In December 2023, Mendis smashed a glass door at the Bloomfield Cricket Club pavilion after being dismissed for a 'duck' during an inter-club match. In March 2024, during an ODI against Bangladesh, Mendis, serving as the ODI captain, was fined for verbally abusing the umpires while shaking hands after the match.
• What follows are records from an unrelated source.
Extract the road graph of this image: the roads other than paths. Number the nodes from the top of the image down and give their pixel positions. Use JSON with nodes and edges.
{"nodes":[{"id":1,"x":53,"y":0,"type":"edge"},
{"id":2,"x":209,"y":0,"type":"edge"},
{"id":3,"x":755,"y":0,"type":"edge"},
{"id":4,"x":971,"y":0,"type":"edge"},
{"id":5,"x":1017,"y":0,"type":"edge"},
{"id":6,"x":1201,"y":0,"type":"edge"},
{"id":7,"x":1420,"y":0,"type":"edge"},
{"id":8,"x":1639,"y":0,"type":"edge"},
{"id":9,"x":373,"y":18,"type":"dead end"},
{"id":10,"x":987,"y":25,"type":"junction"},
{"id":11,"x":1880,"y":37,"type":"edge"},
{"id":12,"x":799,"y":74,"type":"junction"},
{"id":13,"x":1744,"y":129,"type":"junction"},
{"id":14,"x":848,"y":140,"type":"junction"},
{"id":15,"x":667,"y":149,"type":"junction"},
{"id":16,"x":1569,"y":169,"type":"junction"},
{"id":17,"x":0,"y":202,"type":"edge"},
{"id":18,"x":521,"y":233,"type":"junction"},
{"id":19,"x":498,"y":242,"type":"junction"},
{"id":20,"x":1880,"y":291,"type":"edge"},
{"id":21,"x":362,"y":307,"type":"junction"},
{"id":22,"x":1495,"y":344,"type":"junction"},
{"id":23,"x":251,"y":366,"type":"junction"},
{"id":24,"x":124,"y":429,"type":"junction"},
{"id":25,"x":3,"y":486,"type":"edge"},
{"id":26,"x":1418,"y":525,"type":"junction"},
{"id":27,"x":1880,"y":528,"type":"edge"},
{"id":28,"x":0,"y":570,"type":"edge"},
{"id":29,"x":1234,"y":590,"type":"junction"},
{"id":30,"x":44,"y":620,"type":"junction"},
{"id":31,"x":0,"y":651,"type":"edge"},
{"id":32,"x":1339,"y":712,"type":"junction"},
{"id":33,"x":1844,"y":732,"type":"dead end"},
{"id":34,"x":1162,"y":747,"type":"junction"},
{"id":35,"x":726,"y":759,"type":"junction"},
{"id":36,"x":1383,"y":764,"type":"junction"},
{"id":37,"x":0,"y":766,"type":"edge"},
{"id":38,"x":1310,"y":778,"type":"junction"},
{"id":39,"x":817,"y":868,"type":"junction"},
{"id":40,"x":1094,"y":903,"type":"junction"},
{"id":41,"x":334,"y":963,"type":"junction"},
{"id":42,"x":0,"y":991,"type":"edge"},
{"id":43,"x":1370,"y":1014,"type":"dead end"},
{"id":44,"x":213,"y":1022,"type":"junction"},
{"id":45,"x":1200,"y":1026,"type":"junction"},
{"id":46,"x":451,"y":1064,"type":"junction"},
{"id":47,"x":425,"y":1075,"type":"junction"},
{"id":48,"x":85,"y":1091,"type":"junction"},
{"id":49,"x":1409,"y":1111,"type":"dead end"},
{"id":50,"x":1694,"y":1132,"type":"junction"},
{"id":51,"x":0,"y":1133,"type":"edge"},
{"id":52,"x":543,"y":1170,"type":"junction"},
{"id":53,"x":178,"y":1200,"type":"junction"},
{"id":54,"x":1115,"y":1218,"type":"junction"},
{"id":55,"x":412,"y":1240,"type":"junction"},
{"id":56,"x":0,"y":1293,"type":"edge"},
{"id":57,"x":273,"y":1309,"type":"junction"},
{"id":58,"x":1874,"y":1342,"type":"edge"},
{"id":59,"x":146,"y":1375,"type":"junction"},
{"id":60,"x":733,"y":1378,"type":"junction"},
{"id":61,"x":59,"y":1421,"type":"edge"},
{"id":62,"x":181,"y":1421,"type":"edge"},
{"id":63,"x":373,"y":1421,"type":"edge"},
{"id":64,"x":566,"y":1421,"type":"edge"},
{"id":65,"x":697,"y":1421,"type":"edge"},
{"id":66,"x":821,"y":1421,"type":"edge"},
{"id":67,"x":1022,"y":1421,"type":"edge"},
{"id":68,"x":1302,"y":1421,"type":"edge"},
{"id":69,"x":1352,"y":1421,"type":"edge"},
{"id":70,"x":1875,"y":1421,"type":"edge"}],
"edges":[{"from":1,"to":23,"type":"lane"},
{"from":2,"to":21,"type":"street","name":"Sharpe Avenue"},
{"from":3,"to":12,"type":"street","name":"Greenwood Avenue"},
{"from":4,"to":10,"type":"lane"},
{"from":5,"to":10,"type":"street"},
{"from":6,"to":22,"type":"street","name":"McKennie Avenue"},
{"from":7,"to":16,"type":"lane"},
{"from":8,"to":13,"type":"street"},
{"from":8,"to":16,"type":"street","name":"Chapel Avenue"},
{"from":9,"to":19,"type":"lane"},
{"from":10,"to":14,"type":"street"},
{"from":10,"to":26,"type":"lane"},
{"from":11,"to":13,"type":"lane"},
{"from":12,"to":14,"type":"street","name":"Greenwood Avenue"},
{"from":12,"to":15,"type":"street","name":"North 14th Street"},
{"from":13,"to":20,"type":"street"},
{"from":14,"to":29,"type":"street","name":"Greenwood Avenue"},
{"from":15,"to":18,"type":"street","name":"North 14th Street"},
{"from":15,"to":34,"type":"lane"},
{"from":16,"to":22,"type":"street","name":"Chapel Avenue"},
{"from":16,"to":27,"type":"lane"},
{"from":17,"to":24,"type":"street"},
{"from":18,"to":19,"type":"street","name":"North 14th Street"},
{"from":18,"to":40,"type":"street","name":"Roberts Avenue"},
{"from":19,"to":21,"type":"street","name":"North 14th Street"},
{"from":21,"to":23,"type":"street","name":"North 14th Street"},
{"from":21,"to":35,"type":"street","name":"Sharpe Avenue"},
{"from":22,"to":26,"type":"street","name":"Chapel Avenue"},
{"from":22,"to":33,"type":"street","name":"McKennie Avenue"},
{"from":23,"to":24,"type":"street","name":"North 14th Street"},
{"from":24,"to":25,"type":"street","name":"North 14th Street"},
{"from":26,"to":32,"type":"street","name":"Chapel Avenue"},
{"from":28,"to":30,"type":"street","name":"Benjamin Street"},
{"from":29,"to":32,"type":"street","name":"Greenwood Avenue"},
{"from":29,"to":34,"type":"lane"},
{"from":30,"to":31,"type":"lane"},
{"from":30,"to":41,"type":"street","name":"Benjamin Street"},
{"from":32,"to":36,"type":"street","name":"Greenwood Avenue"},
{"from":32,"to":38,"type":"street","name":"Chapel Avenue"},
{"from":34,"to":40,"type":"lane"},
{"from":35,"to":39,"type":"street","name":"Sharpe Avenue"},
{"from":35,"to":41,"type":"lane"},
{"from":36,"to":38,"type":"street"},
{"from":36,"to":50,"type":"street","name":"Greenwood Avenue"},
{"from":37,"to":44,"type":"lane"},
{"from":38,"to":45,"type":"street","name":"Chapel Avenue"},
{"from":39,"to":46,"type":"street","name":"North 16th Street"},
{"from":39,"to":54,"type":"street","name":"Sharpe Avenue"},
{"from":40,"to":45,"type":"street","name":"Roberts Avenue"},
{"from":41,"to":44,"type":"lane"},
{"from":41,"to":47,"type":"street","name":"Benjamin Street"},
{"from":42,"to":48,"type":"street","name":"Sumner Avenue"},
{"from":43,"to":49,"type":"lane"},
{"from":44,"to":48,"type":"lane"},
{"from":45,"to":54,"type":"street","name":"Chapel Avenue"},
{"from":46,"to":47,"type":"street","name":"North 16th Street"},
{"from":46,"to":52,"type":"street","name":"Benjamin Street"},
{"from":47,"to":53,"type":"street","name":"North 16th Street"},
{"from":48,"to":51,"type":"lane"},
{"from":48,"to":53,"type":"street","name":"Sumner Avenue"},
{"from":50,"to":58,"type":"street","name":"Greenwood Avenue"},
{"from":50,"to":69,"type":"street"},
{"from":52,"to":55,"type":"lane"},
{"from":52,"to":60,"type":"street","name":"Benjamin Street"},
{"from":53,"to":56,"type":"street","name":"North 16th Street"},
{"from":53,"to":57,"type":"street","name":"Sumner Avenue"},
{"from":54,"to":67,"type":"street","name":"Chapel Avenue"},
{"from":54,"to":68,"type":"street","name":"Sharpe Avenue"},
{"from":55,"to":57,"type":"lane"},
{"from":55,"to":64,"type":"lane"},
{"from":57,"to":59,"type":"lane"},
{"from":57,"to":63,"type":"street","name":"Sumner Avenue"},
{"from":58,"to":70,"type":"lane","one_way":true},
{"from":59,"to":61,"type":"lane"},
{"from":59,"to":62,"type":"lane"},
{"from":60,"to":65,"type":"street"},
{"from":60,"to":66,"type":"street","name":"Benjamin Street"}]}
This incident highlighted concerns over player discipline within the team.

== International centuries ==
Kusal Mendis has made 16 international centuries- 10 in Test cricket, and 7 in One Day International (ODI) format.

=== Key ===
- * – Remained not out
- ' – Captain of Sri Lanka in that match
- ' – Man of the match

Test centuries
| No. | Score | Against | Pos. | Inn. | Test | Venue | H/A/N | Date | Result | Ref |
|---|---|---|---|---|---|---|---|---|---|---|
| 1 | 176 † | Australia | 4 | 3 | 1/3 | Pallekele International Cricket Stadium, Kandy | Home | 26 July 2016 | Won |  |
| 2 | 194 † | Bangladesh | 3 | 1 | 1/2 | Galle International Stadium, Galle | Home | 7 March 2017 | Won |  |
| 3 | 110 | India | 3 | 3 | 2/3 | Singhalese Sports Club Cricket Ground, Colombo | Home | 3 August 2017 | Lost |  |
| 4 | 196 | Bangladesh | 3 | 2 | 1/2 | Zohur Ahmed Chowdhury Stadium, Chattogram | Away | 31 January 2018 | Drawn |  |
| 5 | 102 | West Indies | 1 | 4 | 1/3 | Queen's Park Oval, Port of Spain | Away | 6 June 2018 | Lost |  |
| 6 | 141* | New Zealand | 4 | 3 | 1/2 | Basin Reserve, Wellington | Away | 15 December 2018 | Drawn |  |
| 7 | 116* | Zimbabwe | 3 | 4 | 2/2 | Harare Sports Club, Harare | Away | 27 January 2020 | Drawn |  |
| 8 | 140 | Ireland | 3 | 1 | 1/2 | Galle International Stadium, Galle | Home | 16 April 2023 | Won |  |
| 9 | 245 | Ireland | 3 | 2 | 2/2 | Galle International Stadium, Galle | Home | 24 April 2023 | Won |  |
| 10 | 106* | New Zealand | 7 | 1 | 2/2 | Galle International Stadium, Galle | Home | 26 September 2024 | Won |  |

ODI Centuries Scored by Kusal Mendis
| No. | Score | Against | Pos. | Inn. | S/R | Venue | H/A/N | Date | Result | Ref |
|---|---|---|---|---|---|---|---|---|---|---|
| 1 | 102 | Bangladesh | 3 | 1 | 95.32 | Rangiri Dambulla International Stadium, Dambulla | Home | 28 March 2017 | No result |  |
| 2 | 119 | West Indies | 4 | 1 | 100.00 | Mahinda Rajapaksa International Cricket Stadium, Hambantota | Home | 26 February 2020 | Won |  |
| 3 | 122 | Pakistan | 3 | 1 | 158.44 | Rajiv Gandhi International Cricket Stadium, Hyderabad | Neutral | 10 October 2023 | Lost |  |
| 4 | 143 † | New Zealand | 3 | 1 | 111.71 | Rangiri Dambulla International Stadium, Dambulla | Home | 13 November 2024 | Won |  |
| 5 | 101 † | Australia | 3 | 1 | 87.82 | R. Premadasa Stadium, Colombo | Home | 14 February 2025 | Won |  |
| 6 | 124 † | Bangladesh | 3 | 1 | 108.77 | Pallekele International Cricket Stadium, Kandy | Home | 8 July 2025 | Won |  |
| 7 | 121 ‡ † | England | 3 | 1 | 121.00 | Headingley Cricket Ground, Leeds | Away | 24 September 2026 | Won |  |

==Personal life==
On 12 February 2021, Mendis married his wife in Colombo. In June 2022, Mendis' wife gave birth to a baby girl.